Taking a razor blade or cutthroat razor, slash the veins in your wrist. Horizontal slashes are the least effective as you can be easily 'sewn' back together. Vertical slashes aren't much better despite the rumours. Unfortunately it's painful as hell and many people wimp out after the first one although allegedly a nice hot bath helps with that... I'm not sure if the relaxing Radox stuff is required but the rubber duck is definitely an optional extra. The basic premise is simple enough... slowly bleed to death. The problem with cuts is that it can take quite a while and you know what its like when you're in the bath, every bugger wants to get in there. The last thing you want is somebody walking in on your naked self bleeding to death and saving you. How embarrassing... hence the int13h twist. Why bother with just the wrist, there's no point doing things by half. Hire yourself either a heavy-duty shredder or a combine harvester and throw yourself head first into the workings. Unless there is a truly freaky act of god type thing you will be chopped, sliced and diced and end up with the consistency of chunk salsa... splendid. Not so much bled to death as juiced.

Leap of death.
4 lemmings
Adjusted: 5 lemmings

Possibly the simplest suicide to arrange but the hardest to go through with. Basically it involves taking yourself to the top of a suitably high structure and swan diving off. The main problems are overcoming the natural urge to not jump, not being high enough to reach terminal velocity and of course doing it over a surface that wont kill you on impact. You'll be amazed how many people throw themselves off bridges that are situated over a substantial body of water. This is, of course, wrong. Even from insane heights water can still offer a survivable cushion where as steel reinforced concrete most definitely does not. One of the most important factors in a good quality guaranteed smashing is your impact velocity. If you are lucky enough to live within close proximity to a building or structure that will allow at least six seconds of freefall onto a cold and unforgiving piece of tarmac then little or no adjustment is required, rest assured, you will die.

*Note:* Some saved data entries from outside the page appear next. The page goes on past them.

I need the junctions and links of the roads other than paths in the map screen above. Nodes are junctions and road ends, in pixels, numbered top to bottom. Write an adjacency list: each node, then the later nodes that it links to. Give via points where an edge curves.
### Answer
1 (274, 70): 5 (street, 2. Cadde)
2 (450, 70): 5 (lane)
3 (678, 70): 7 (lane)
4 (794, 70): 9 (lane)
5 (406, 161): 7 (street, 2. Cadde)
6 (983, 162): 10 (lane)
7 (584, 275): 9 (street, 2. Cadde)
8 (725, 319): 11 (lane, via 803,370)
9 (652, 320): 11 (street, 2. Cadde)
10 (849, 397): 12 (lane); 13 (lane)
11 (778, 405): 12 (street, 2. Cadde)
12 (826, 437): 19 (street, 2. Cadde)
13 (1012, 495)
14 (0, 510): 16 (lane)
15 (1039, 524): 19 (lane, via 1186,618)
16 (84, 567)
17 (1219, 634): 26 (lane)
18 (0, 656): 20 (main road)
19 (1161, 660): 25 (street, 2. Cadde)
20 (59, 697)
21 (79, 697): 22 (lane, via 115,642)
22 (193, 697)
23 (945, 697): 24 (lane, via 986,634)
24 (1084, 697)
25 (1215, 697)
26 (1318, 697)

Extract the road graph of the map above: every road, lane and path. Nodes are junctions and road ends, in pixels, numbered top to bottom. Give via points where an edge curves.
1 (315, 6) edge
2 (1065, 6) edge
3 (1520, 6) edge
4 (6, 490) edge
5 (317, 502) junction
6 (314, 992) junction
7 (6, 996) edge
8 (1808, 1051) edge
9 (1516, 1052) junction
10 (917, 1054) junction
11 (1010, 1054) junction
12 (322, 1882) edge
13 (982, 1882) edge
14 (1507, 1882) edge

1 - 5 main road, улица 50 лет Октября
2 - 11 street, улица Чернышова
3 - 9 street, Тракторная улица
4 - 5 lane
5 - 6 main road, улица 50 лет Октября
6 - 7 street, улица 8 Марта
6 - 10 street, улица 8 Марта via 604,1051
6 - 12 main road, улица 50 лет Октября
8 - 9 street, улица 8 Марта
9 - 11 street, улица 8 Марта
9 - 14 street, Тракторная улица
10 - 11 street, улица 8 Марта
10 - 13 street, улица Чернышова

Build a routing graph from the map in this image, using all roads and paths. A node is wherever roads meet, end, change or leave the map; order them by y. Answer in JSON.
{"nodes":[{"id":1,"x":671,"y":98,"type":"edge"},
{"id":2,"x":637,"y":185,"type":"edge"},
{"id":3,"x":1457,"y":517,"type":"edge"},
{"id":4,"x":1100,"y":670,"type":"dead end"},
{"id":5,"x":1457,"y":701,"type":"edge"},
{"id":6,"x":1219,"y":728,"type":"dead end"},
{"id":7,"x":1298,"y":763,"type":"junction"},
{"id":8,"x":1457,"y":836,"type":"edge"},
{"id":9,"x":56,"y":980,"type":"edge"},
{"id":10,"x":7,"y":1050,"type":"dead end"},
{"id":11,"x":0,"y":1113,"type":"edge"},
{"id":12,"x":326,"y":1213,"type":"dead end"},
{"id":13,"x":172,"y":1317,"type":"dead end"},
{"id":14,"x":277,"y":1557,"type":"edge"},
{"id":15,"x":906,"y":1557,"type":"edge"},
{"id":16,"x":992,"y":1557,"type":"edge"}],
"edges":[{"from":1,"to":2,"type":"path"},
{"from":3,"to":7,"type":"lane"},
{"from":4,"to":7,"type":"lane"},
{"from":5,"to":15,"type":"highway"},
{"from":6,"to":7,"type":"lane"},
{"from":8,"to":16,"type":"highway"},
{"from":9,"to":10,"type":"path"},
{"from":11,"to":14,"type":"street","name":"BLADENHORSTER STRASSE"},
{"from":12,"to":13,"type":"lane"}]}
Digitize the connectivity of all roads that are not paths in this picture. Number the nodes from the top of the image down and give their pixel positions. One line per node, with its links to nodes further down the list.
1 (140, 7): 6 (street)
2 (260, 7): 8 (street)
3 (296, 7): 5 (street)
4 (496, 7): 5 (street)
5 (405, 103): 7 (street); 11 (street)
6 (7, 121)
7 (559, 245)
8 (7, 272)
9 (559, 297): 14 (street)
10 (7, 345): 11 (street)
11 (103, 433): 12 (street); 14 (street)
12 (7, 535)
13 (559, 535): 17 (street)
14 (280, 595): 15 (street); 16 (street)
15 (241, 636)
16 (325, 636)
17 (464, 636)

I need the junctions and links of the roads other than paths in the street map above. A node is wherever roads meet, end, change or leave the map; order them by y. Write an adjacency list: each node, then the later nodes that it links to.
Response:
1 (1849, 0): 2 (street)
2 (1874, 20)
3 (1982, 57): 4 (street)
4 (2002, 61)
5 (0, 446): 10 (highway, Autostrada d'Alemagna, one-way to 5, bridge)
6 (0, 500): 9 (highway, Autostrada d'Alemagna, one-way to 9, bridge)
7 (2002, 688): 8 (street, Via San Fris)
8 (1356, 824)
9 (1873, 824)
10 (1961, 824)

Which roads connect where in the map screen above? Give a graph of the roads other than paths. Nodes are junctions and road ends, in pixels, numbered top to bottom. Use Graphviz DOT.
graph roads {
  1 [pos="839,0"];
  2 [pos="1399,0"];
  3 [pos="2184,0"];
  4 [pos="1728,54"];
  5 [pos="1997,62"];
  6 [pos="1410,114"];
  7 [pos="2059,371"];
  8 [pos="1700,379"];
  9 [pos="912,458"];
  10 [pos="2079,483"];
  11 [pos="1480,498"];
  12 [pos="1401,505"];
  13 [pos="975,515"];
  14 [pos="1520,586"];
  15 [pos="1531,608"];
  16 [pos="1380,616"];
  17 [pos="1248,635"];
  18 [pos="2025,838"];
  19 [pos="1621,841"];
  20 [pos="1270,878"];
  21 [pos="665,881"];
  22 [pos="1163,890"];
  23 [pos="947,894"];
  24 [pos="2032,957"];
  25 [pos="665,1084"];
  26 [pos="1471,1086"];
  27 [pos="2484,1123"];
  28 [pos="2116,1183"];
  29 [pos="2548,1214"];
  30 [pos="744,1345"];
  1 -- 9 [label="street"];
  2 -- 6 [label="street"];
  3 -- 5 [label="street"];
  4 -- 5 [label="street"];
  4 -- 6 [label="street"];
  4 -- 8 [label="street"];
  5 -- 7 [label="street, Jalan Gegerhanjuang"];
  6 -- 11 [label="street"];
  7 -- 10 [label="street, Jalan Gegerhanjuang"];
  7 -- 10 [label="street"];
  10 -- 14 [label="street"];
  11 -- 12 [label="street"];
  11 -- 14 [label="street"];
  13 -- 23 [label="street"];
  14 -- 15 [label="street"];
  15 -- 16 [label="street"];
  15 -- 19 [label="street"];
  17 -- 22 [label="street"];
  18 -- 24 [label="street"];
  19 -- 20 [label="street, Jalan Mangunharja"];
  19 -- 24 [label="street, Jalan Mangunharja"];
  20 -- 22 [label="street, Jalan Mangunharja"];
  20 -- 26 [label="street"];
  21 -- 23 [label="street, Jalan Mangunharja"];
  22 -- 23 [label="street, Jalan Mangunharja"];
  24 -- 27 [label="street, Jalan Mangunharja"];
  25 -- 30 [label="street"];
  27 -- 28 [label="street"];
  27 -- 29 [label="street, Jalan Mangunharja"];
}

Unfortunately it will probably be of heart failure as 6 seconds is a long time when you're falling at 90 mph towards the impending splatness below. To remedy this problem merely engage in a little reverse bungee jumping. Attach a bungee cord to the pavement below and scale the side of the building. Once at the top pull the cord as tight as possible and tie it round your neck. Then proceed to throw yourself over the edge. Hopefully if you've done it properly and are now being pulling to the ground headfirst with a much higher force than gravity would normally exert. You should reach terminal velocity much quicker thus reducing the required height. Just remember to smile before you hit the ground as people will be able to see your face for weeks... human just doesn't wash out.

3 lemmings
Adjusted: 5 lemmings

The favourite suicide method of prisoners and chronically depressed guitarists. It's a beautifully simple concept, use a rope and your own body weight to strangle yourself or break your neck. Light fittings, belts and rafters... the list of combinations is practically endless. However, the ideal situation would be to have a high enough drop to break your neck, thus death is pretty much instantaneous and you haven't got that couple of minutes of agonising choking wait with the unwelcome possibility of some sod walking in and cutting you down. Of course, why take that risk? Merely replace the rope or cord with cheese wire and attach one end to your neck and t'other to a large concrete slab at one end of a set of rails. Then climb into your handy dandy(tm) rocket sled and let rip... literally as your head is ripped clean from your now fidgeting torso. You know you dead. Or you will for the few seconds of tortured consciousness remaining to you.

Right, that should be enough for you to be getting on with. To be honest there are thousands more but I have neither the time nor inclination to catalogue them. Remember as a rule of thumb anything involving petrol or high explosives is good bet. Have fun kiddies... and remember, don't try this at home.